We reform and affirm.

Appellant complains of the court’s refusal to submit its requested issues inquir[25]*25ing as to whether Lewisville Enterprises, Inc., Bill Howell, Inc., or the Lewisville National Bank failed to disclose to Arendale that it did not own the signs in question and whether in each instance of a “yes” answer to such issues that such failure caused Arendale to withhold possession pf the signs from Liberty Sign Company.

In answer to special issues submitted the jury found that Bill Howell, Inc., Lewis-ville Enterprises, Inc., and Lewisville National Bank each knew, or in the exercise of reasonable care should have known, that some third party was claiming title to the signs in question and that said appellees did not intend to convey title to said signs to Arendale. The jury further found in answer to issues submitted that said appellees did not interfere with Liberty Sign Company’s attempt to remove the signs and that Arendale knew, or in the exercise of ordinary care should have known, that some third party was claiming title to the signs.

The answers of the jury to the issues which were submitted render immaterial any issues as to whether appellees informed Arendale as to ownership of the signs. Since the jury found that Arendale knew that a third party was claiming title to the signs it necessarily follows that Arendale knew or should have known that none of the appellees were claiming or purporting to convey such signs to him and thus did not cause his conversion thereof.

We find no error on the part of the court in refusing to submit the requested issues and in overruling appellant’s objections to the charge and the issues which were submitted. Further, the trial court did not err in its refusal to submit appellant’s requested instruction in connection with Special Issue No. 14 inquiring as to whether or not the sign was permanently affixed to the realty. Had the jury, in answering this issue, found that the sign was not permanently affixed rather than that it was so affixed the judgment in the case would be the same and thus it was immaterial whether the issue was submitted or not. In our opinion the court submitted the case upon the controlling issues made by the written pleadings and the evidence in conformity with Rule 279, Texas Rules of Civil Procedure.

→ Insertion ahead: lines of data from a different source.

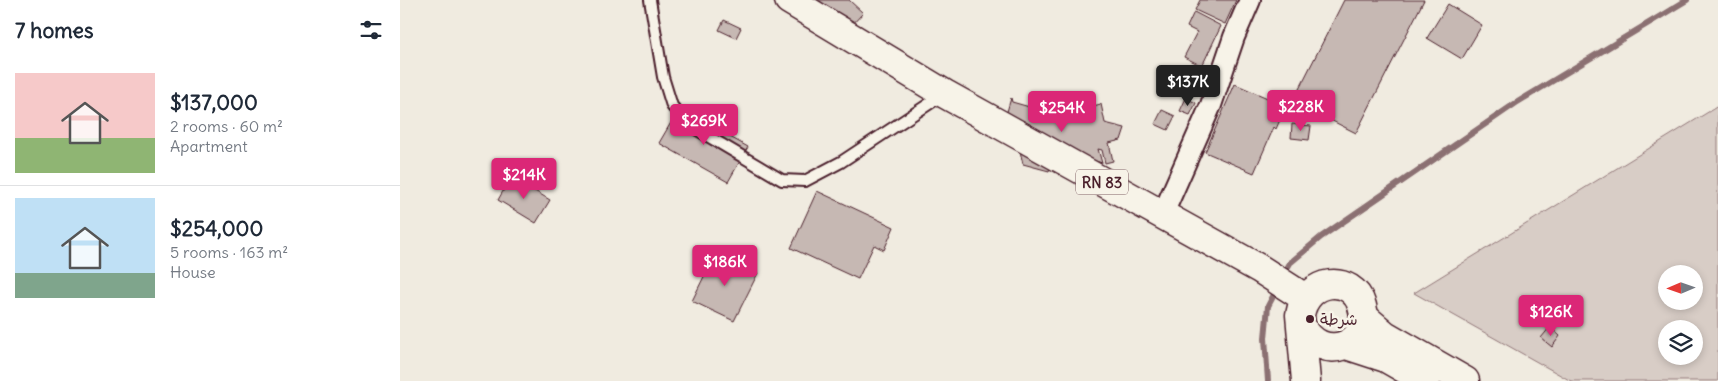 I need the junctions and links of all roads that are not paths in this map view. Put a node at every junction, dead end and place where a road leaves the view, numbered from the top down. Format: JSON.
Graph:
{"nodes":[{"id":1,"x":650,"y":0,"type":"edge"},
{"id":2,"x":789,"y":0,"type":"edge"},
{"id":3,"x":1250,"y":0,"type":"edge"},
{"id":4,"x":945,"y":94,"type":"junction"},
{"id":5,"x":1162,"y":216,"type":"junction"},
{"id":6,"x":1297,"y":292,"type":"junction"},
{"id":7,"x":1364,"y":317,"type":"junction"},
{"id":8,"x":1301,"y":325,"type":"junction"},
{"id":9,"x":1344,"y":346,"type":"junction"},
{"id":10,"x":1306,"y":381,"type":"edge"},
{"id":11,"x":1319,"y":381,"type":"edge"},
{"id":12,"x":1426,"y":381,"type":"edge"},
{"id":13,"x":1465,"y":381,"type":"edge"}],
"edges":[{"from":1,"to":4,"type":"lane"},
{"from":2,"to":4,"type":"main road","number":"RN 83"},
{"from":3,"to":5,"type":"street"},
{"from":4,"to":5,"type":"main road","number":"RN 83"},
{"from":5,"to":6,"type":"main road","number":"RN 83"},
{"from":6,"to":7,"type":"main road"},
{"from":6,"to":8,"type":"main road"},
{"from":7,"to":9,"type":"main road"},
{"from":7,"to":13,"type":"main road"},
{"from":8,"to":9,"type":"main road"},
{"from":8,"to":10,"type":"main road"},
{"from":9,"to":11,"type":"main road"},
{"from":9,"to":12,"type":"main road"}]}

It is contended that the trial court erred in its refusal to admit into evidence appellant’s Exhibits Nos. 7 and 8, consisting of demonstrative evidence in the form of computation of alleged losses sustained by it. There is no contention nor is there any showing that the court abused its discretion in ruling as it did. The admissibility of such evidence “rests in the discretion of the trial court, and its rulings will not be disturbed on appeal in the absence of a palpable abuse of discretion.” 23 Tex. Jur.2d 578, 579, “Evidence”, § 388. See also McCormick & Ray, Texas Law of Evidence, Second Edition, Vol. 2, page 317, § 1464.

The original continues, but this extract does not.